Career NFL statistics
- Total tackles: 85
- Sacks: 4.5
- Forced fumbles: 2
- Fumble recoveries: 2
- Stats at Pro Football Reference

= Tyrunn Walker =

American football player (born 1990)

Tyrunn Walker (born March 18, 1990) is an American former professional football player who was a nose tackle in the National Football League (NFL). He played college football for the Tulsa Golden Hurricane and signed with the New Orleans Saints as an undrafted free agent in 2012. He has also played for the Detroit Lions, Los Angeles Rams, and Buffalo Bills.

==College career==
Walker played college football at Jones County Junior College before transferring to the University of Tulsa for his junior season. In his two seasons at Tulsa, he finished with 84 tackles, 13.5 sacks, 11 pass deflections, and 4 forced fumbles.

==Professional career==

Pre-draft measurables
| Height | Weight | 40-yard dash | 10-yard split | 20-yard split | 20-yard shuttle | Three-cone drill | Vertical jump | Broad jump | Bench press |
| 6 ft 3+3⁄4 in (1.92 m) | 298 lb (135 kg) | 4.91 s | 1.79 s | 2.84 s | 4.83 s | 7.37 s | 28.0 in (0.71 m) | 9 ft 4 in (2.84 m) | 20 reps |
All values from Pro Day

===New Orleans Saints===
On April 30, 2012, he signed with the New Orleans Saints as an undrafted free agent. Against the odds, Walker made the final 53-man roster. However, he was a healthy inactive or did not play in all 16 of the team's regular season games.
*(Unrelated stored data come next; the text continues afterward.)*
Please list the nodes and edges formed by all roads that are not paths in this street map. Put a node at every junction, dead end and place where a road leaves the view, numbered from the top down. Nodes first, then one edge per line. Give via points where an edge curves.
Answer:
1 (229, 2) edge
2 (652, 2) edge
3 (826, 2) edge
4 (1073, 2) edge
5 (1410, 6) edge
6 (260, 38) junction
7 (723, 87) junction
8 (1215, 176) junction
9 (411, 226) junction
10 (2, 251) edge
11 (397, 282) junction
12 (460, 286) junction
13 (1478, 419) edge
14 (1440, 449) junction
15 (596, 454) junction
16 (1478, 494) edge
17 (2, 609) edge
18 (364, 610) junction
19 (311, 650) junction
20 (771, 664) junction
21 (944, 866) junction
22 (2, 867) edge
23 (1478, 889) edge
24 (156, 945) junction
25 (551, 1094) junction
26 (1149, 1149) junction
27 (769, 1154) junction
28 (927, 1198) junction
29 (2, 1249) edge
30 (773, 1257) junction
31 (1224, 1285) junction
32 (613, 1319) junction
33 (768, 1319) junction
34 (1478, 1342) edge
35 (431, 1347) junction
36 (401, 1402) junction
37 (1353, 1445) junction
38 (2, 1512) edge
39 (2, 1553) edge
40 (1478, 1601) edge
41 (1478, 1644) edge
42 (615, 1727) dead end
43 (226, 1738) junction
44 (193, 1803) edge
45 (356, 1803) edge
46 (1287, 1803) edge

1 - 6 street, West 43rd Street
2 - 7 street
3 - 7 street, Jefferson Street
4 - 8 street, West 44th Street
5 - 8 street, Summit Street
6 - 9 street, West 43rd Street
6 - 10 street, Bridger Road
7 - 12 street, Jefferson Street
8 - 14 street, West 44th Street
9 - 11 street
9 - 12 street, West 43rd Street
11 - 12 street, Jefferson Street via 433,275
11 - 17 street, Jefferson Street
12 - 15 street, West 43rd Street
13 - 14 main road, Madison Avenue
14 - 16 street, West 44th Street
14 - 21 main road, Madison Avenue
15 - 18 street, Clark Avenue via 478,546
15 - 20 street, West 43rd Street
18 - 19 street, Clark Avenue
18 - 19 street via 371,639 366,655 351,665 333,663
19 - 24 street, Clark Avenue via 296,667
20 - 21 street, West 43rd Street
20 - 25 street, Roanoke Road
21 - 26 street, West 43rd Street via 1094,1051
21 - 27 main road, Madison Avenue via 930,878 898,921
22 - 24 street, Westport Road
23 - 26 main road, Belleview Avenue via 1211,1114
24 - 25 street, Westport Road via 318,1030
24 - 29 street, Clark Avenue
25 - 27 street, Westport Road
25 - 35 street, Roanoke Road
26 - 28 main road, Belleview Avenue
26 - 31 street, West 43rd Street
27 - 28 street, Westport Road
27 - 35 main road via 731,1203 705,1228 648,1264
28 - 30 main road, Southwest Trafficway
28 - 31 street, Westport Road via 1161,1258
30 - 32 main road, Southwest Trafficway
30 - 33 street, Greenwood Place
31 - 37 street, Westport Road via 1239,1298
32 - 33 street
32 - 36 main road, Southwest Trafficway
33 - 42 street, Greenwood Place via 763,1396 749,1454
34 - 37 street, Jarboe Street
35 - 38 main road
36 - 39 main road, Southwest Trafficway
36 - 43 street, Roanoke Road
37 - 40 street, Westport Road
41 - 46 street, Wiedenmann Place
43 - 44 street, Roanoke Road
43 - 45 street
The next year, Walker played in seven games and recorded nine tackles, one sack, and one pass defensed.

In the 2014 season, Walker played all 16 games, starting one, and tallied 19 tackles, 2.5 sacks, and one forced fumble.

===Detroit Lions===
On March 12, 2015, Walker signed a one-year contract with the Detroit Lions. During the 2015 season, he played in four games for Detroit and posted nine tackles before he suffered a broken fibula in a game on October 5 of that year and was placed on the injured reserve list for the remainder of the season. On March 4, 2016, the Lions re-signed Walker to a one-year contract. During the 2016 regular season, Walker played in 15 games, starting eight. He was involved in an unusual play during a Week 9 game against the Minnesota Vikings when he batted a Sam Bradford pass back to the quarterback Bradford, who caught the ball and ran for a five-yard gain. Walker finished the season with 26 tackles and one fumble recovered as the Lions made the playoffs. Walker recorded one tackle in the Lions' wild-card round game as they lost to the Seattle Seahawks by a score of 26–6.

===Los Angeles Rams===
On March 23, 2017, Walker signed with the Los Angeles Rams. He was released on June 22, but re-signed with the Rams on August 23. During the regular season, Walker played in 16 games, starting four, and recorded 22 tackles, four passes defensed, one forced fumble, one fumble recovery, and one sack as the Rams made the playoffs. Walker recorded three tackles in the Rams' wild-card round game as they lost to the Atlanta Falcons by a score of 26-13.

===Buffalo Bills===
On August 12, 2018, Walker was signed by the Buffalo Bills. He was released by the Bills on September 1.

===New Orleans Saints (second stint)===
On January 15, 2019, Walker was signed by the New Orleans Saints after defensive tackle Sheldon Rankins was injured during a playoff game against the Philadelphia Eagles. He was listed as inactive for their next game, a loss to the Los Angeles Rams in the NFC Championship Game.